AN EXPERIMENTATION AND VERIFICATION NETWORK TO ANALYZE SMALL SCALE IONOSPHERIC DISTURBANCES

Kurzfassung

Trans-ionospheric radio signals of global navigation satellite systems (GNSS) like GPS, GLONASS, and GALILEO may suffer from rapid and intensive fluctuations of their amplitude and phase caused by small scale irregularities of the ionospheric plasma. Such disturbances occur frequently during the evening hours in the equatorial region due to plasma flow inversion causing Plasma bubbles or during geomagnetic storms in the polar region. This phenomenon, which is called radio scintillation, can strongly disturb or even disrupt the signal transmission. We investigate the effect of small scale ionospheric irregularities on Global Navigation Satellite System (GNSS) positioning using an Experimentation and Verification Network (EVNet).
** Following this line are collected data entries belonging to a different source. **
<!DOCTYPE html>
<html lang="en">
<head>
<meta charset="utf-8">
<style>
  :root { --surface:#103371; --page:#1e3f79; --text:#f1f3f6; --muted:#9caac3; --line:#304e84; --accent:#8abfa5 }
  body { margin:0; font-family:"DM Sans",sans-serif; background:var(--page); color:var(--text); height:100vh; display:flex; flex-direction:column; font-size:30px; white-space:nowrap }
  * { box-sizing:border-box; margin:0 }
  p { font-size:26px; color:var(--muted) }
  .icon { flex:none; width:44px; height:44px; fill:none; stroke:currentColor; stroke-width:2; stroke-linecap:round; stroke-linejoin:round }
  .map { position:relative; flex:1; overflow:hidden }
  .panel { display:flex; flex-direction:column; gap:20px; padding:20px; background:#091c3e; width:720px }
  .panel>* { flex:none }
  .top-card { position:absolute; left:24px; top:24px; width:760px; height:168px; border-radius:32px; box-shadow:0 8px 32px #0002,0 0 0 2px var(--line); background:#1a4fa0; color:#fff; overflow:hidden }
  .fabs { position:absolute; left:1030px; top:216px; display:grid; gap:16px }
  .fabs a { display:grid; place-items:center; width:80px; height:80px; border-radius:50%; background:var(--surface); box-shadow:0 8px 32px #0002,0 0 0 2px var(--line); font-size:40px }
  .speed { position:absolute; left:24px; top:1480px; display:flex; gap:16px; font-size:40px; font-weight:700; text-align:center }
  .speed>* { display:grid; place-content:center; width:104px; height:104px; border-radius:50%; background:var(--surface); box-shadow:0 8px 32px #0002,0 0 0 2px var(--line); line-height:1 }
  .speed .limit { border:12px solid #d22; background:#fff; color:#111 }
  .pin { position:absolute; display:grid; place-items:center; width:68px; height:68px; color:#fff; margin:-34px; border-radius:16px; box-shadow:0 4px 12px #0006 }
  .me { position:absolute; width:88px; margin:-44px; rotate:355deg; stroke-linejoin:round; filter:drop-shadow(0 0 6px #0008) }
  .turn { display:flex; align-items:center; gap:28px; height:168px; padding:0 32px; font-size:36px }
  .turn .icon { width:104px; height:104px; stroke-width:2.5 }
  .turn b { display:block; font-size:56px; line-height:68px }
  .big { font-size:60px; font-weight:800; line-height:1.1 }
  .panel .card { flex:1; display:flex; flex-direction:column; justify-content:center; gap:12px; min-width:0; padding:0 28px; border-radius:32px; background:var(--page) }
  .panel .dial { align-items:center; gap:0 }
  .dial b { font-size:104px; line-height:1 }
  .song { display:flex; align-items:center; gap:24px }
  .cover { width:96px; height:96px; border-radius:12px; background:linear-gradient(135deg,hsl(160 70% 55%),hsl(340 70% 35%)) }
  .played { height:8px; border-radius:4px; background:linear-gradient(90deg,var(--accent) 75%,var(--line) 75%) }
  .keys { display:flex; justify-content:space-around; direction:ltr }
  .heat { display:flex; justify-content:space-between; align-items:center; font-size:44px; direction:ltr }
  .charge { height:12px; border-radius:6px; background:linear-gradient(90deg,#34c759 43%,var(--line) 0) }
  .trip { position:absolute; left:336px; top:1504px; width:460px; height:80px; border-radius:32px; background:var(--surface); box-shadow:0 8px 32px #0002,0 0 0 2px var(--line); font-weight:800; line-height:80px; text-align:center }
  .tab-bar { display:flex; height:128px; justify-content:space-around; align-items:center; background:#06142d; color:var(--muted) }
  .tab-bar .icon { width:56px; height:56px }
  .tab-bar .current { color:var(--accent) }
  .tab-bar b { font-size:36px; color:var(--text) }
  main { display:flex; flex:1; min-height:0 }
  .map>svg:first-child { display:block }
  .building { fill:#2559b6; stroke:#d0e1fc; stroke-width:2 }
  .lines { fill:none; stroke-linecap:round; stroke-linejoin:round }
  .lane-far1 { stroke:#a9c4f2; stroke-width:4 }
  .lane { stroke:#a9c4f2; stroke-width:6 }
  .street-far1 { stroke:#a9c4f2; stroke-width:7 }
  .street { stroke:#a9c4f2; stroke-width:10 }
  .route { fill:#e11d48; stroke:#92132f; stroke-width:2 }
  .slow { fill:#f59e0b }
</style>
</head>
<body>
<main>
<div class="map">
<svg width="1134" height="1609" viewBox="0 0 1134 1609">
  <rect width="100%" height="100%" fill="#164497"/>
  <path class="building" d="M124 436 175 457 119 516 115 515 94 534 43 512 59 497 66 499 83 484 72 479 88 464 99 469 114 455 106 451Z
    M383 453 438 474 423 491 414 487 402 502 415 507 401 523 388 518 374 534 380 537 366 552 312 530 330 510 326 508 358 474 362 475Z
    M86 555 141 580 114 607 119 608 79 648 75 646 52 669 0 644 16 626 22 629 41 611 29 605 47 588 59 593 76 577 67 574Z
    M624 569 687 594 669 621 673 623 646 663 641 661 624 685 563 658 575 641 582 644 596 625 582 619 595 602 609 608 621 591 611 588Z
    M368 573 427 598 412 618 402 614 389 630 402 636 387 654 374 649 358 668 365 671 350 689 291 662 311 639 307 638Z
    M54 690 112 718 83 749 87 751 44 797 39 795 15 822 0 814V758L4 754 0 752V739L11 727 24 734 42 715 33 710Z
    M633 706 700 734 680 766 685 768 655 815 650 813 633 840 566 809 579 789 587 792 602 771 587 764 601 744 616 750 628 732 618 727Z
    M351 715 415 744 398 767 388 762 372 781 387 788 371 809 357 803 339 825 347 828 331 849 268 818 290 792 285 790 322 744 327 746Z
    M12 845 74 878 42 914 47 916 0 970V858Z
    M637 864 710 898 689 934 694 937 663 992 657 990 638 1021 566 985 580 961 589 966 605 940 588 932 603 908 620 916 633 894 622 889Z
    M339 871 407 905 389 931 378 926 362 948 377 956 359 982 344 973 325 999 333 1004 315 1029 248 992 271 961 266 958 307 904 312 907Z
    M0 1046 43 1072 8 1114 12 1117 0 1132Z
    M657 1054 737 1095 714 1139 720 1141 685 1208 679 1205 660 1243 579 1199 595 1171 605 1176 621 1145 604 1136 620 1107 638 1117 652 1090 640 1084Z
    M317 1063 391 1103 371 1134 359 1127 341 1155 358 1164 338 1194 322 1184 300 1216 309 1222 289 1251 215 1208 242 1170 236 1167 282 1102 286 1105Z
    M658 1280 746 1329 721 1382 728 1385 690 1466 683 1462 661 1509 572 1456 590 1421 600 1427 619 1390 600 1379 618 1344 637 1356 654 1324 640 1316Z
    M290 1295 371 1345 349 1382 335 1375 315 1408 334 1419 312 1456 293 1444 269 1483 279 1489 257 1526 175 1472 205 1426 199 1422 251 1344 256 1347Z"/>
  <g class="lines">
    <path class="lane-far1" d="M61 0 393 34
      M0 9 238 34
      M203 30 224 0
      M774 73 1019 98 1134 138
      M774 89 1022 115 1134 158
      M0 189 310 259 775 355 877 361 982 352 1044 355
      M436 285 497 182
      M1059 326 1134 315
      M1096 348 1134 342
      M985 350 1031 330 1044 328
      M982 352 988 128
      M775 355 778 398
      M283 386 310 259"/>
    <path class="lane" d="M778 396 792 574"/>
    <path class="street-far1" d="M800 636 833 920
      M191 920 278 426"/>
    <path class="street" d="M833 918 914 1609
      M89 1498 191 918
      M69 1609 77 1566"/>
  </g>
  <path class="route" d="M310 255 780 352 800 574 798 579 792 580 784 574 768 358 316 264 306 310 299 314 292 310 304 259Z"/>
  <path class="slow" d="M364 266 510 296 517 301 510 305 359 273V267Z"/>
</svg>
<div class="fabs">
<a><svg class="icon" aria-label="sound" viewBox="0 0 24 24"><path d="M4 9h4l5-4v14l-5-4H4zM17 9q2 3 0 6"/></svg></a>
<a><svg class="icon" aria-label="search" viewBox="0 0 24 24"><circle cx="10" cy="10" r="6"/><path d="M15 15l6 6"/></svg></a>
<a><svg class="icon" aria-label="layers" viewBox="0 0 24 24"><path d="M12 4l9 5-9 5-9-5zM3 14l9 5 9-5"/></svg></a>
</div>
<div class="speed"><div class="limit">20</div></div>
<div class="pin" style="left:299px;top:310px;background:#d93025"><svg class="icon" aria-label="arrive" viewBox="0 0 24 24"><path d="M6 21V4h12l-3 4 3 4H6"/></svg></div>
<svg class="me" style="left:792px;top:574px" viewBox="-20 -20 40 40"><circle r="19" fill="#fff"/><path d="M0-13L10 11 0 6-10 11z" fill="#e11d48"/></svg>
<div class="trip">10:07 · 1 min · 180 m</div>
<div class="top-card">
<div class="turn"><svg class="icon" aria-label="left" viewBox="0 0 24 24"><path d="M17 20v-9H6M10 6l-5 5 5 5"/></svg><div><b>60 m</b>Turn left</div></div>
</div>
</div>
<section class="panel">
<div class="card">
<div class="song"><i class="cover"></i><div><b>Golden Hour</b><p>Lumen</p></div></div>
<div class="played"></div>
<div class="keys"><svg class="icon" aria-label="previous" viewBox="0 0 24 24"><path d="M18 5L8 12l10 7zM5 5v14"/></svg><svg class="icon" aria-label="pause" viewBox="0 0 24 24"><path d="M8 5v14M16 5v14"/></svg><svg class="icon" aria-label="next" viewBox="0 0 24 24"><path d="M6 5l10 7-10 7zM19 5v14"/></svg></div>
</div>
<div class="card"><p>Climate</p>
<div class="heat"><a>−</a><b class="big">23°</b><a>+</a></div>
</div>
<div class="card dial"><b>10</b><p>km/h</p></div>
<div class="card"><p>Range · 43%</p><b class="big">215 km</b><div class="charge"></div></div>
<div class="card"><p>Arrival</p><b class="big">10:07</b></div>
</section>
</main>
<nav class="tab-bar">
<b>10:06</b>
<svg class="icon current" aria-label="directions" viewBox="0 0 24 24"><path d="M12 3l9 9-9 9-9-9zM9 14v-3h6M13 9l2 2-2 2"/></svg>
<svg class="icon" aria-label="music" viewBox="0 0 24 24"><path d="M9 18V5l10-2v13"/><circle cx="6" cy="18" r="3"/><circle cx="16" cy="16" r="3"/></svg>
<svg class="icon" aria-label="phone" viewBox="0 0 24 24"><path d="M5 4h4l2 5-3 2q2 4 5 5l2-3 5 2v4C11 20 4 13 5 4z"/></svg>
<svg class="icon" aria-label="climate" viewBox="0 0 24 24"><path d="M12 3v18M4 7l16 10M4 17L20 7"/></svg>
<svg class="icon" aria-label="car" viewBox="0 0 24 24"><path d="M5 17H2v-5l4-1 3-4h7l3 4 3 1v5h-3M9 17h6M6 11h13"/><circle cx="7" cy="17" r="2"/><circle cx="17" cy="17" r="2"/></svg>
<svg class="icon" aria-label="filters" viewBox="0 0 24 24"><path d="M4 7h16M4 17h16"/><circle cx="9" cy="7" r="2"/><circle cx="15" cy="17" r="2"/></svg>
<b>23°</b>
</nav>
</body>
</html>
The EVNet is a high rate GNSS receiver network for scintillation measurement from high latitudes down to equatorial region operated by DLR. We will inform about the recent status of the EVNet as well as its recent and future development. We will inform about new equipment used and present related research. Therefore we will present analysis results obtained primarily from two equatorial high rate EVNet GNSS receiver stations designed and operated by the German Aerospace Center (DLR) in cooperation with Bahir Dar University (BDU) at 11.6N, 37.4E. Both receivers collect raw data sampled at up to 50 Hz, from which characteristic scintillation parameters such as the S4 index are deduced. Both stations are located close to one another and aligned in an east west, direction which allows us to estimate the zonal drift velocity and spatial dimension of equatorial ionospheric plasma irregularities. Therefore, the lag times of moving electron density irregularities and scintillation patterns are derived by applying cross correlation analysis to high-rate measurements of the slant total electron content (sTEC) and to the associated signal power, respectively. Finally, the drift velocity is derived from the estimated lag time, taking into account the geometric constellation of both receiving antennas and the observed GPS satellites. Furthermore, we will show EVNet capabilities for space weather research and service as well as for other possible uses and investigations.